*** RECORD EXTRACTS

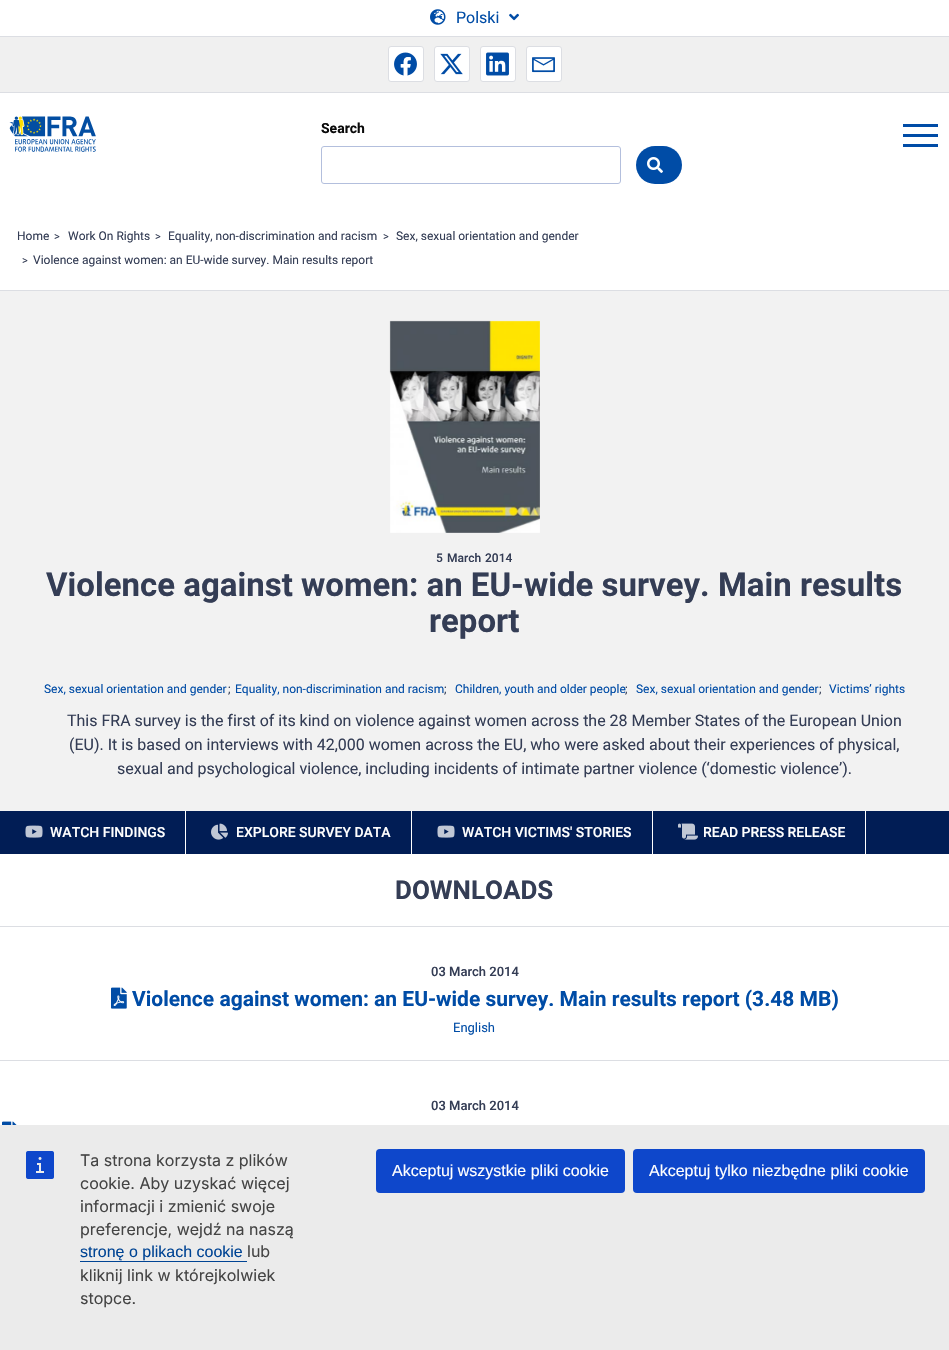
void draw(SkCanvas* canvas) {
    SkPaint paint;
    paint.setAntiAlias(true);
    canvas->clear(0xFFFFFFFF);
    paint.setColor(0xFFDCDEE3);
    canvas->drawRect(SkRect::MakeXYWH(0, 36, 949, 1), paint);
    canvas->drawImageRect(SkImages::DeferredFromEncodedData(SkData::MakeFromFileName("img1.png")), SkRect::MakeXYWH(430, 9, 16, 16), SkSamplingOptions());
    SkFont font1(fontMgr->matchFamilyStyle("Roboto", SkFontStyle::Normal()), 16);
    font1.setSubpixel(true);
    paint.setColor(0xFF004CA6);
    canvas->drawString("Polski", 456, 23, font1, paint);
    canvas->drawImageRect(SkImages::DeferredFromEncodedData(SkData::MakeFromFileName("img2.png")), SkRect::MakeXYWH(509, 13, 10, 8), SkSamplingOptions());
    paint.setColor(0xFFF0F0F0);
    canvas->drawRect(SkRect::MakeXYWH(0, 37, 949, 55), paint);
    paint.setColor(0xFFDCDEE3);
    canvas->drawRect(SkRect::MakeXYWH(0, 92, 949, 1), paint);
    paint.setColor(0xFFFFFFFF);
    canvas->drawRoundRect(SkRect::MakeXYWH(388.5f, 46.5f, 35, 35), 2.5f, 2.5f, paint);
    paint.setStyle(SkPaint::kStroke_Style);
    paint.setStrokeWidth(1);
    paint.setColor(0xFFDCDEE3);
    canvas->drawRoundRect(SkRect::MakeXYWH(388.5f, 46.5f, 35, 35), 2.5f, 2.5f, paint);
    canvas->drawImageRect(SkImages::DeferredFromEncodedData(SkData::MakeFromFileName("img3.png")), SkRect::MakeXYWH(394, 52, 23, 24), SkSamplingOptions());
    paint.setStyle(SkPaint::kFill_Style);
    paint.setColor(0xFFFFFFFF);
    canvas->drawRoundRect(SkRect::MakeXYWH(434.5f, 46.5f, 35, 35), 2.5f, 2.5f, paint);
    paint.setStyle(SkPaint::kStroke_Style);
    paint.setColor(0xFFDCDEE3);
    canvas->drawRoundRect(SkRect::MakeXYWH(434.5f, 46.5f, 35, 35), 2.5f, 2.5f, paint);
    canvas->drawImageRect(SkImages::DeferredFromEncodedData(SkData::MakeFromFileName("img4.png")), SkRect::MakeXYWH(440, 53, 23, 22), SkSamplingOptions());
    paint.setStyle(SkPaint::kFill_Style);
    paint.setColor(0xFFFFFFFF);
    canvas->drawRoundRect(SkRect::MakeXYWH(480.5f, 46.5f, 35, 35), 2.5f, 2.5f, paint);
    paint.setStyle(SkPaint::kStroke_Style);
    paint.setColor(0xFFDCDEE3);
    canvas->drawRoundRect(SkRect::MakeXYWH(480.5f, 46.5f, 35, 35), 2.5f, 2.5f, paint);
    canvas->drawImageRect(SkImages::DeferredFromEncodedData(SkData::MakeFromFileName("img5.png")), SkRect::MakeXYWH(486, 52, 23, 24), SkSamplingOptions());
    paint.setStyle(SkPaint::kFill_Style);
    paint.setColor(0xFFFFFFFF);
    canvas->drawRoundRect(SkRect::MakeXYWH(526.5f, 46.5f, 35, 35), 2.5f, 2.5f, paint);
    paint.setStyle(SkPaint::kStroke_Style);
    paint.setColor(0xFFDCDEE3);
    canvas->drawRoundRect(SkRect::MakeXYWH(526.5f, 46.5f, 35, 35), 2.5f, 2.5f, paint);
    canvas->drawImageRect(SkImages::DeferredFromEncodedData(SkData::MakeFromFileName("img6.png")), SkRect::MakeXYWH(532, 57, 23, 16), SkSamplingOptions());
    canvas->drawImageRect(SkImages::DeferredFromEncodedData(SkData::MakeFromFileName("img7.png")), SkRect::MakeXYWH(9, 116, 87, 36), SkSamplingOptions());
    SkFont font2(fontMgr->matchFamilyStyle("Roboto", SkFontStyle::Bold()), 14);
    font2.setSubpixel(true);
    paint.setStyle(SkPaint::kFill_Style);
    paint.setColor(0xFF0A0A0A);
    canvas->drawString("Search", 321, 133, font2, paint);
    paint.setStyle(SkPaint::kStroke_Style);
    paint.setColor(0xFFB3BFDD);
    canvas->drawRoundRect(SkRect::MakeXYWH(321.5f, 146.5f, 299, 37), 2.5f, 2.5f, paint);
    paint.setStyle(SkPaint::kFill_Style);
    paint.setColor(0xFF004CA6);
    canvas->drawRoundRect(SkRect::MakeXYWH(636, 146, 46, 38), 19, 19, paint);
    canvas->drawImageRect(SkImages::DeferredFromEncodedData(SkData::MakeFromFileName("img8.png")), SkRect::MakeXYWH(647, 157, 16, 16), SkSamplingOptions());
    canvas->drawRect(SkRect::MakeXYWH(903, 144, 35, 3), paint);
    canvas->drawRect(SkRect::MakeXYWH(903, 134, 35, 3), paint);
    canvas->drawRect(SkRect::MakeXYWH(903, 124, 35, 3), paint);
    paint.setColor(0xFFDCDEE3);
    canvas->drawRect(SkRect::MakeXYWH(0, 290, 949, 1), paint);
    SkFont font3(fontMgr->matchFamilyStyle("Roboto", SkFontStyle::Normal()), 12);
    font3.setSubpixel(true);
    paint.setColor(0xFF343D55);
    canvas->drawString("Home", 17, 240, font3, paint);
    SkFont font4(fontMgr->matchFamilyStyle("Roboto", SkFontStyle::Normal()), 11);
    font4.setSubpixel(true);
    canvas->drawString(">", 54, 240, font4, paint);
    canvas->drawString("Work On Rights", 68, 240, font3, paint);
    canvas->drawString(">", 155, 240, font4, paint);
    canvas->drawString("Equality, non-discrimination and racism", 168, 240, font3, paint);
    canvas->drawString(">", 383, 240, font4, paint);
    canvas->drawString("Sex, sexual orientation and gender", 396, 240, font3, paint);
    canvas->drawString(">", 22, 264, font4, paint);
    canvas->drawString("Violence against women: an EU-wide survey. Main results report", 33, 264, font3, paint);
    paint.setColor(0xFFF2F2F2);
    canvas->drawRect(SkRect::MakeXYWH(0, 291, 949, 520), paint);
    canvas->drawImageRect(SkImages::DeferredFromEncodedData(SkData::MakeFromFileName("img9.png")), SkRect::MakeXYWH(389, 320, 151, 213), SkSamplingOptions());
    SkFont font5(fontMgr->matchFamilyStyle("Roboto", SkFontStyle(500, SkFontStyle::kNormal_Width, SkFontStyle::kUpright_Slant)), 12);
    font5.setSubpixel(true);
    paint.setColor(0xFF343D55);
    canvas->drawString("5", 436, 562, font5, paint);
    canvas->drawString("March", 447, 562, font5, paint);
    canvas->drawString("2014", 485, 562, font5, paint);
    SkFont font6(fontMgr->matchFamilyStyle("Roboto", SkFontStyle::Bold()), 33);
    font6.setSubpixel(true);
    canvas->drawString("Violence against women: an EU-wide survey. Main results", 46, 596, font6, paint);
    canvas->drawString("report", 429, 632, font6, paint);
    paint.setColor(0xFF004CA6);
    canvas->drawString("Sex, sexual orientation and gender", 44, 693, font3, paint);
    paint.setColor(0xFF343D55);
    canvas->drawString(";", 228, 693, font3, paint);
    paint.setColor(0xFF004CA6);
    canvas->drawString("Equality, non-discrimination and racism", 235, 693, font3, paint);
    paint.setColor(0xFF343D55);
    canvas->drawString(";", 444, 693, font3, paint);
    paint.setColor(0xFF004CA6);
    canvas->drawString("Children, youth and older people", 455, 693, font3, paint);
    paint.setColor(0xFF343D55);
    canvas->drawString(";", 625, 693, font3, paint);
    paint.setColor(0xFF004CA6);
    canvas->drawString("Sex, sexual orientation and gender", 636, 693, font3, paint);
    paint.setColor(0xFF343D55);
    canvas->drawString(";", 819, 693, font3, paint);
    paint.setColor(0xFF004CA6);
    canvas->drawString("Victims’ rights", 829, 693, font3, paint);
    paint.setColor(0xFF343D55);
    canvas->drawString("This FRA survey is the first of its kind on violence against women across the 28 Member States of the European Union", 67, 726, font1, paint);
    canvas->drawString("(EU). It is based on interviews with 42,000 women across the EU, who were asked about their experiences of physical,", 69, 750, font1, paint);
    canvas->drawString("sexual and psychological violence, including incidents of intimate partner violence (‘domestic violence’).", 117, 774, font1, paint);
    paint.setColor(0xFF011D55);
    canvas->drawRect(SkRect::MakeXYWH(0, 811, 949, 43), paint);
    paint.setColor(0xFFFFFFFF);
    canvas->drawRect(SkRect::MakeXYWH(185, 811, 1, 43), paint);
    canvas->drawImageRect(SkImages::DeferredFromEncodedData(SkData::MakeFromFileName("img10.png")), SkRect::MakeXYWH(25, 825, 18, 13), SkSamplingOptions());
    SkFont font7(fontMgr->matchFamilyStyle("Roboto", SkFontStyle(500, SkFontStyle::kNormal_Width, SkFontStyle::kUpright_Slant)), 14);
    font7.setSubpixel(true);
    canvas->drawString("WATCH FINDINGS", 50, 837, font7, paint);
    canvas->drawRect(SkRect::MakeXYWH(411, 811, 1, 43), paint);
    canvas->drawImageRect(SkImages::DeferredFromEncodedData(SkData::MakeFromFileName("img11.png")), SkRect::MakeXYWH(211, 823, 17, 17), SkSamplingOptions());
    canvas->drawString("EXPLORE SURVEY DATA", 236, 837, font7, paint);
    canvas->drawRect(SkRect::MakeXYWH(652, 811, 1, 43), paint);
    canvas->drawImageRect(SkImages::DeferredFromEncodedData(SkData::MakeFromFileName("img10.png")), SkRect::MakeXYWH(437, 825, 18, 13), SkSamplingOptions());
    canvas->drawString("WATCH VICTIMS' STORIES", 462, 837, font7, paint);
    canvas->drawRect(SkRect::MakeXYWH(865, 811, 1, 43), paint);
    canvas->drawImageRect(SkImages::DeferredFromEncodedData(SkData::MakeFromFileName("img12.png")), SkRect::MakeXYWH(678, 823, 20, 17), SkSamplingOptions());
    canvas->drawString("READ PRESS RELEASE", 703, 837, font7, paint);
    SkFont font8(fontMgr->matchFamilyStyle("Roboto", SkFontStyle::Bold()), 26);
    font8.setSubpixel(true);
    paint.setColor(0xFF343D55);
    canvas->drawString("DOWNLOADS", 395, 899, font8, paint);
    paint.setColor(0xFFDCDEE3);
    canvas->drawRect(SkRect::MakeXYWH(0, 926, 949, 1), paint);
    SkFont font9(fontMgr->matchFamilyStyle("Roboto", SkFontStyle(500, SkFontStyle::kNormal_Width, SkFontStyle::kUpright_Slant)), 13);
    font9.setSubpixel(true);
    paint.setColor(0xFF343D55);
    canvas->drawString("03 March 2014", 431, 976, font9, paint);
    canvas->drawImageRect(SkImages::DeferredFromEncodedData(SkData::MakeFromFileName("img13.png")), SkRect::MakeXYWH(111, 987, 16, 22), SkSamplingOptions());
    SkFont font10(fontMgr->matchFamilyStyle("Roboto", SkFontStyle::Bold()), 21);
    font10.setSubpixel(true);
    paint.setColor(0xFF004CA6);
    canvas->drawString("Violence against women: an EU-wide survey. Main results report (3.48 MB)", 132, 1006, font10, paint);
    SkFont font11(fontMgr->matchFamilyStyle("Roboto", SkFontStyle::Normal()), 13);
    font11.setSubpixel(true);
    canvas->drawString("English", 453, 1032, font11, paint);
    paint.setColor(0xFFDCDEE3);
    canvas->drawRect(SkRect::MakeXYWH(0, 1060, 949, 1), paint);
    paint.setColor(0xFF343D55);
    canvas->drawString("03 March 2014", 431, 1110, font9, paint);
    canvas->drawImageRect(SkImages::DeferredFromEncodedData(SkData::MakeFromFileName("img14.png")), SkRect::MakeXYWH(2, 1121, 15, 4), SkSamplingOptions());
    paint.setColor(0xFFEBEBEB);
    canvas->drawRect(SkRect::MakeXYWH(0, 1125, 949, 225), paint);
    canvas->drawImageRect(SkImages::DeferredFromEncodedData(SkData::MakeFromFileName("img15.png")), SkRect::MakeXYWH(26, 1151, 28, 28), SkSamplingOptions());
    SkFont font12(fontMgr->matchFamilyStyle("Inter", SkFontStyle::Normal()), 16);
    font12.setSubpixel(true);
    paint.setColor(0xFF444444);
    canvas->drawString("Ta strona korzysta z plików", 80, 1166, font12, paint);
    canvas->drawString("cookie. Aby uzyskać więcej", 80, 1189, font12, paint);
    canvas->drawString("informacji i zmienić swoje", 80, 1212, font12, paint);
    canvas->drawString("preferencje, wejdź na naszą", 80, 1235, font12, paint);
    SkFont font13(fontMgr->matchFamilyStyle("Liberation Sans", SkFontStyle::Normal()), 16);
    font13.setSubpixel(true);
    paint.setColor(0xFF004494);
    canvas->drawString("stronę o plikach cookie", 80, 1257, font13, paint);
    canvas->drawRect(SkRect::MakeXYWH(80, 1261, 167, 1), paint);
    paint.setColor(0xFF444444);
    canvas->drawString("lub", 247, 1257, font12, paint);
    canvas->drawString("kliknij link w którejkolwiek", 80, 1281, font12, paint);
    canvas->drawString("stopce.", 80, 1304, font12, paint);
    paint.setColor(0xFF0E47CB);
    canvas->drawRoundRect(SkRect::MakeXYWH(376, 1149, 249, 44), 4, 4, paint);
    paint.setColor(0xFFFFFFFF);
    canvas->drawString("Akceptuj wszystkie pliki cookie", 392, 1176, font13, paint);
    paint.setColor(0xFF0E47CB);
    canvas->drawRoundRect(SkRect::MakeXYWH(633, 1149, 292, 44), 4, 4, paint);
    paint.setColor(0xFFFFFFFF);
    canvas->drawString("Akceptuj tylko niezbędne pliki cookie", 649, 1176, font13, paint);
}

******

[TASK DETAILS]: The answer must be every line from the records above that contains the word "orientation", copied in full.

[ANSWER SPACE]:
    canvas->drawString("Sex, sexual orientation and gender", 396, 240, font3, paint);
    canvas->drawString("Sex, sexual orientation and gender", 44, 693, font3, paint);
    canvas->drawString("Sex, sexual orientation and gender", 636, 693, font3, paint);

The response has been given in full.